Lebih lanjut, Dedi menyatakan bahwa penyaluran bantuan ke depan akan dicek terlebih dahulu berdasarkan status kepesertaan KB. "Jadi, ketika nanti kami menurunkan bantuan, dicek terlebih dahulu. Sudah ber-KB atau belum? Kalau sudah ber-KB, boleh terima bantuan. Jika belum ber-KB, KB dahulu. KB-nya harus KB laki-laki, KB pria. Ini serius," tegasnya.
Konteks Kebijakan dan Hak Asasi Manusia
Wacana ini menimbulkan perdebatan publik yang luas. Banyak pihak menilai rencana tersebut sebagai bentuk intervensi pemerintah yang berlebihan terhadap hak reproduksi individu.

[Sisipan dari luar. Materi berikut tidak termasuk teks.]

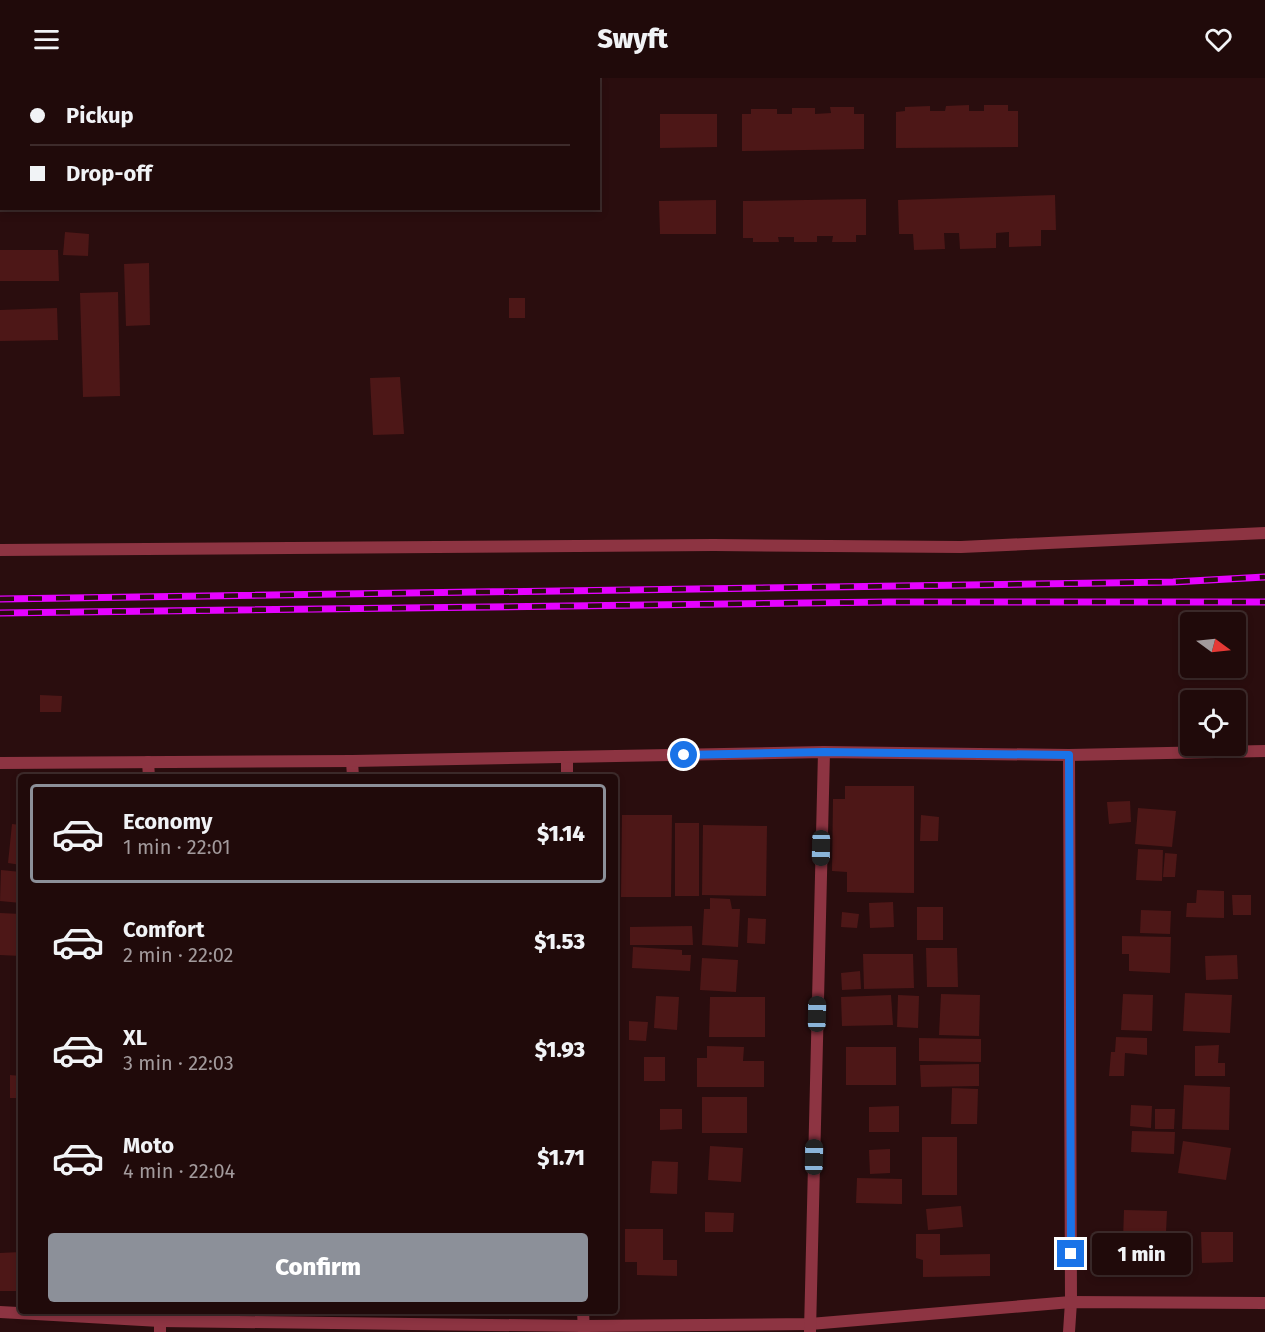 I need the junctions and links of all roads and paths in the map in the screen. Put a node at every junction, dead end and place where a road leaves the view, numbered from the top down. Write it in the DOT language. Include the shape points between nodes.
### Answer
graph roads {
  1 [pos="1265,533"];
  2 [pos="0,550"];
  3 [pos="1265,751"];
  4 [pos="824,752"];
  5 [pos="1069,755"];
  6 [pos="567,757"];
  7 [pos="352,761"];
  8 [pos="148,762"];
  9 [pos="0,763"];
  10 [pos="149,774"];
  11 [pos="353,774"];
  12 [pos="567,774"];
  13 [pos="1071,1302"];
  14 [pos="1265,1303"];
  15 [pos="0,1312"];
  16 [pos="18,1313"];
  17 [pos="32,1314"];
  18 [pos="583,1314"];
  19 [pos="160,1322"];
  20 [pos="369,1322"];
  21 [pos="810,1328"];
  22 [pos="584,1329"];
  23 [pos="1069,1332"];
  1 -- 2 [label="street" via="961,547"];
  3 -- 5 [label="street"];
  4 -- 5 [label="street"];
  4 -- 6 [label="street"];
  4 -- 21 [label="street"];
  5 -- 13 [label="street"];
  6 -- 7 [label="street"];
  6 -- 12 [label="street"];
  7 -- 8 [label="street"];
  7 -- 11 [label="street"];
  8 -- 9 [label="street"];
  8 -- 10 [label="street"];
  13 -- 14 [label="street"];
  13 -- 21 [label="street"];
  13 -- 23 [label="street"];
  15 -- 16 [label="street"];
  17 -- 19 [label="street"];
  18 -- 22 [label="street"];
  19 -- 20 [label="street"];
  20 -- 22 [label="street"];
  21 -- 22 [label="street"];
}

Selain itu, menjadikan akses terhadap bantuan sosial—yang merupakan kebutuhan dasar—tergantung pada keputusan medis pribadi dianggap tidak adil dan melanggar hak asasi manusia. Komnas HAM pun memberikan pandangan yang sejalan dengan kritik tersebut.
Perlu diingat bahwa program keluarga berencana seharusnya didasarkan pada prinsip kesukarelaan dan hak individu untuk menentukan jumlah anak dan metode kontrasepsi yang sesuai. Pemaksaan dalam bentuk apapun, apalagi dikaitkan dengan akses terhadap bantuan sosial, merupakan pelanggaran serius terhadap hak asasi manusia dan prinsip-prinsip keadilan sosial.
Kesimpulan
Pernyataan Komnas HAM ini menjadi sorotan penting dalam perdebatan publik mengenai kebijakan pemerintah dan hak asasi manusia. Wacana Gubernur Jawa Barat tersebut perlu dievaluasi secara mendalam untuk memastikan bahwa kebijakan pemerintah tidak melanggar hak-hak dasar warga negara, termasuk hak atas kesehatan reproduksi dan privasi.